Dans une démarche sans précédent en termes d’échelle et de dureté de langage, une dizaine de sociétés savantes et de réseaux européens d’organismes de recherche ont conjointement envoyé une lettre ouverte le mercredi 29 mai aux leaders politiques européens. Ils ont exprimé leur « grande inquiétude » quant au récent recul de l’Union européenne (UE) en matière de protection de l’environnement.
Regroupant des milliers de scientifiques, les organisations signataires ont condamné une succession de décisions « qui mettent en péril notre futur collectif ». « En qualité de scientifiques, nous nous opposons vigoureusement à ces orientations politiques qui accélèrent l’apparition de crises qui auraient pu être évitées » mentionnent-elles.
Particulièrement pointées du doigt sont la renonciation au règlement sur l’usage durable des pesticides, l’affaiblissement des normes environnementales de la Politique agricole commune (PAC), le rejet du projet de régulation sur les systèmes alimentaires durables (Cadre pour des systèmes alimentaires durables), le projet de diminution des normes de la directive sur les nitrates et les obstacles à l’application de la loi sur la restauration de la nature. Ces exemples illustrent la mentalité anti-environnementaliste qui, selon les signataires, semble être adoptée par trop de responsables européens.

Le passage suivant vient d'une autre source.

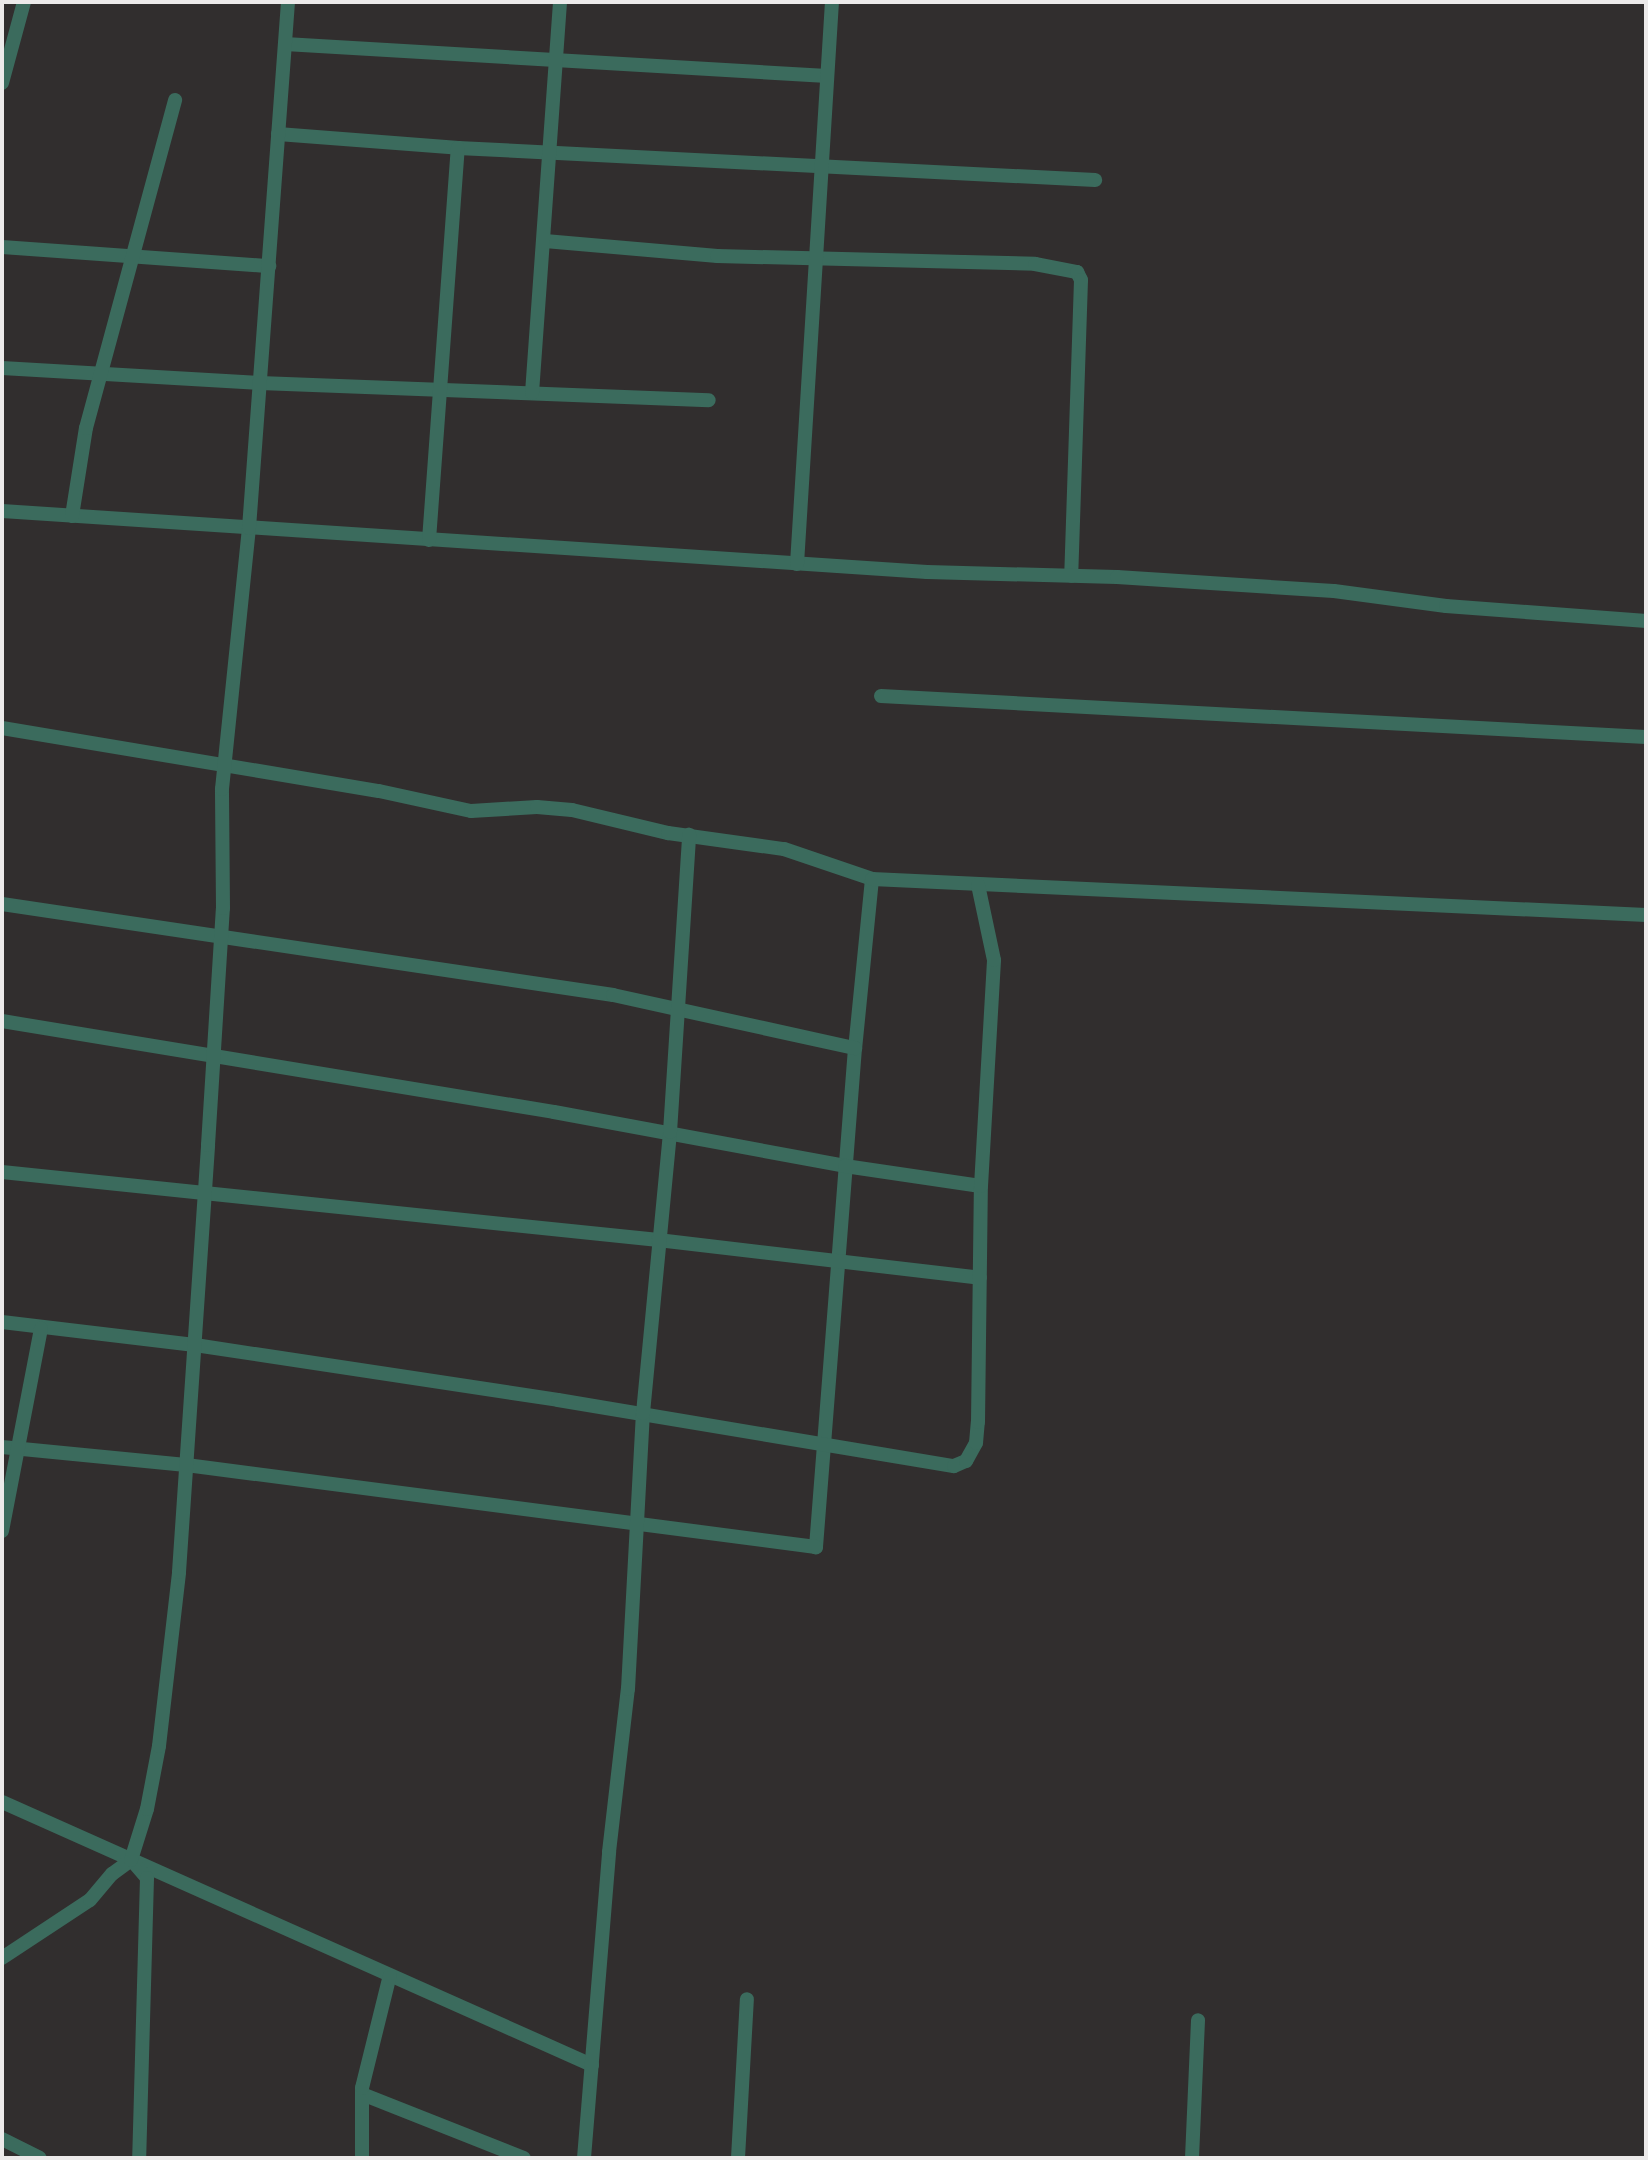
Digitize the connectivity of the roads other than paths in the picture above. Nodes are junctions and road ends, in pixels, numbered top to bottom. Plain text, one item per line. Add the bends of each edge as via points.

La sécurité alimentaire « en danger »
Ceux-ci mentionnent également, en vrac, la réautorisation du glyphosate pour une décennie, l’interruption des discussions sur la conservation des forêts anciennes, les appels pour l’annulation de la réglementation sur la déforestation ou pour la diminution de la protection des grands carnivores…
Les auteurs estiment que la majorité des justifications fournies pour ces décisions sont basées sur de fausses informations et sont fortement influencées par les intérêts spécifiques de groupes financiers et d’entreprises exprimés par des moyens violents ou non démocratiques. De plus, ces décisions sont contradictoires avec leur objectif déclaré de promouvoir la durabilité, notent les scientifiques.
Ils appellent à une réaction de la part des institutions européennes, mettant en lumière les effets nocifs sur la préservation de la stabilité des écosystèmes et des services qu’ils fournissent (pollinisation, fertilité des sols, approvisionnement en eau, etc.). Selon eux, la sécurité alimentaire est en péril. Les chercheurs déclarent que les risques liés à ces reculs sont si grands qu’ils enfreignent le traité sur le fonctionnement de l’UE, en particulier ses clauses sur les principes de prévention et de précaution. En réponse à une question, la Commission européenne a déclaré qu’elle ne commente pas les lettres ouvertes.